▶ **THE TASK**
Lines with "main": please show every one of them from the listing below.

[SOURCE MATERIAL]

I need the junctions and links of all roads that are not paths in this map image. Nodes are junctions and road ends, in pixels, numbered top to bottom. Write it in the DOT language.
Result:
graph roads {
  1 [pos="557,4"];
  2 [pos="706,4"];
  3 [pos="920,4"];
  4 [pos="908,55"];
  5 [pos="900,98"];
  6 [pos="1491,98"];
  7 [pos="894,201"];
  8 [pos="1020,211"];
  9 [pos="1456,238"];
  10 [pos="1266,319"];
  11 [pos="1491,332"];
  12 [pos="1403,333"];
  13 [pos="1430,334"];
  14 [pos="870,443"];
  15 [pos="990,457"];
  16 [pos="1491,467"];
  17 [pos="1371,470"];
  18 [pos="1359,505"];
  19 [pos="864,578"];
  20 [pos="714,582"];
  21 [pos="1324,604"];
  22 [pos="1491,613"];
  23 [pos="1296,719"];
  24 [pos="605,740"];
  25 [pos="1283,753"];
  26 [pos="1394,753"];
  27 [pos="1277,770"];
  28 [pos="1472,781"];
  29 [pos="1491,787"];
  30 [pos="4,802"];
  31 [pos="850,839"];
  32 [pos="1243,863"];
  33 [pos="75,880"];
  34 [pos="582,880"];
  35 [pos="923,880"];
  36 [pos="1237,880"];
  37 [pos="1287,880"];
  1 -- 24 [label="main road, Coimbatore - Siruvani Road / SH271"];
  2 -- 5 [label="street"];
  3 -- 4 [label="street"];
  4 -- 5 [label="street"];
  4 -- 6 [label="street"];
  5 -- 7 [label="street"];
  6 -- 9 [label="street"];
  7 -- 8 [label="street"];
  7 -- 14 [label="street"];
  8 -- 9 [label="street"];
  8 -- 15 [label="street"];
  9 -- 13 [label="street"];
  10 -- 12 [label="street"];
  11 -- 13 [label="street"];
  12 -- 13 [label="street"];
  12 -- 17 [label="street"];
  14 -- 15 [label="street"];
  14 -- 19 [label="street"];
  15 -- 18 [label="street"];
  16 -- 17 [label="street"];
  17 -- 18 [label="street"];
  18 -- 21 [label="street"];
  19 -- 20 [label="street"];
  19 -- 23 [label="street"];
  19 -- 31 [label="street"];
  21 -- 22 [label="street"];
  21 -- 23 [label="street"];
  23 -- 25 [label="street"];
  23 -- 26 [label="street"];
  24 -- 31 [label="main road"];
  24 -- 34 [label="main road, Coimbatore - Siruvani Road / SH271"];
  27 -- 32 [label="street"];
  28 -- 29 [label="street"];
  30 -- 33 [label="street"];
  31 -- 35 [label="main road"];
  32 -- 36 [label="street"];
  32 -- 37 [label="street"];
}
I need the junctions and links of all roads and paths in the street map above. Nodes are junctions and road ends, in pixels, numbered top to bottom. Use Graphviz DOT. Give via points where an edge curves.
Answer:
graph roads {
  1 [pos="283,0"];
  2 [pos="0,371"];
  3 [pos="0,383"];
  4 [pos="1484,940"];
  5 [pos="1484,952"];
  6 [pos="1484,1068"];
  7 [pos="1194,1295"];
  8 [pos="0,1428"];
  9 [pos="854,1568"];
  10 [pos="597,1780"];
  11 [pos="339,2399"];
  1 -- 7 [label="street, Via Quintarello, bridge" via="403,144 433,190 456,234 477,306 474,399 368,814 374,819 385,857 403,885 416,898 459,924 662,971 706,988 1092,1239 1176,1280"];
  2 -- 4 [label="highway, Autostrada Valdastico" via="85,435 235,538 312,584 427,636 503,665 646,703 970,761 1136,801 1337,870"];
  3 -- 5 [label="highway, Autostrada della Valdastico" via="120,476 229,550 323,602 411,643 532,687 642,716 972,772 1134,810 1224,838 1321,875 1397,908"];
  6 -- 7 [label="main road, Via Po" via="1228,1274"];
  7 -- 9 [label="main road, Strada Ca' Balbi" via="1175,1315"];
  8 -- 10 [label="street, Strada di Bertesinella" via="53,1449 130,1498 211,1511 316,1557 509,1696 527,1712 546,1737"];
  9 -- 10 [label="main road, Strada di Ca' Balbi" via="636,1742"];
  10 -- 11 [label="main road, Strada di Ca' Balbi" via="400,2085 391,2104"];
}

[/SOURCE MATERIAL]

▶ **ANSWER SECTION**
  1 -- 24 [label="main road, Coimbatore - Siruvani Road / SH271"];
  24 -- 31 [label="main road"];
  24 -- 34 [label="main road, Coimbatore - Siruvani Road / SH271"];
  31 -- 35 [label="main road"];
  6 -- 7 [label="main road, Via Po" via="1228,1274"];
  7 -- 9 [label="main road, Strada Ca' Balbi" via="1175,1315"];
  9 -- 10 [label="main road, Strada di Ca' Balbi" via="636,1742"];
  10 -- 11 [label="main road, Strada di Ca' Balbi" via="400,2085 391,2104"];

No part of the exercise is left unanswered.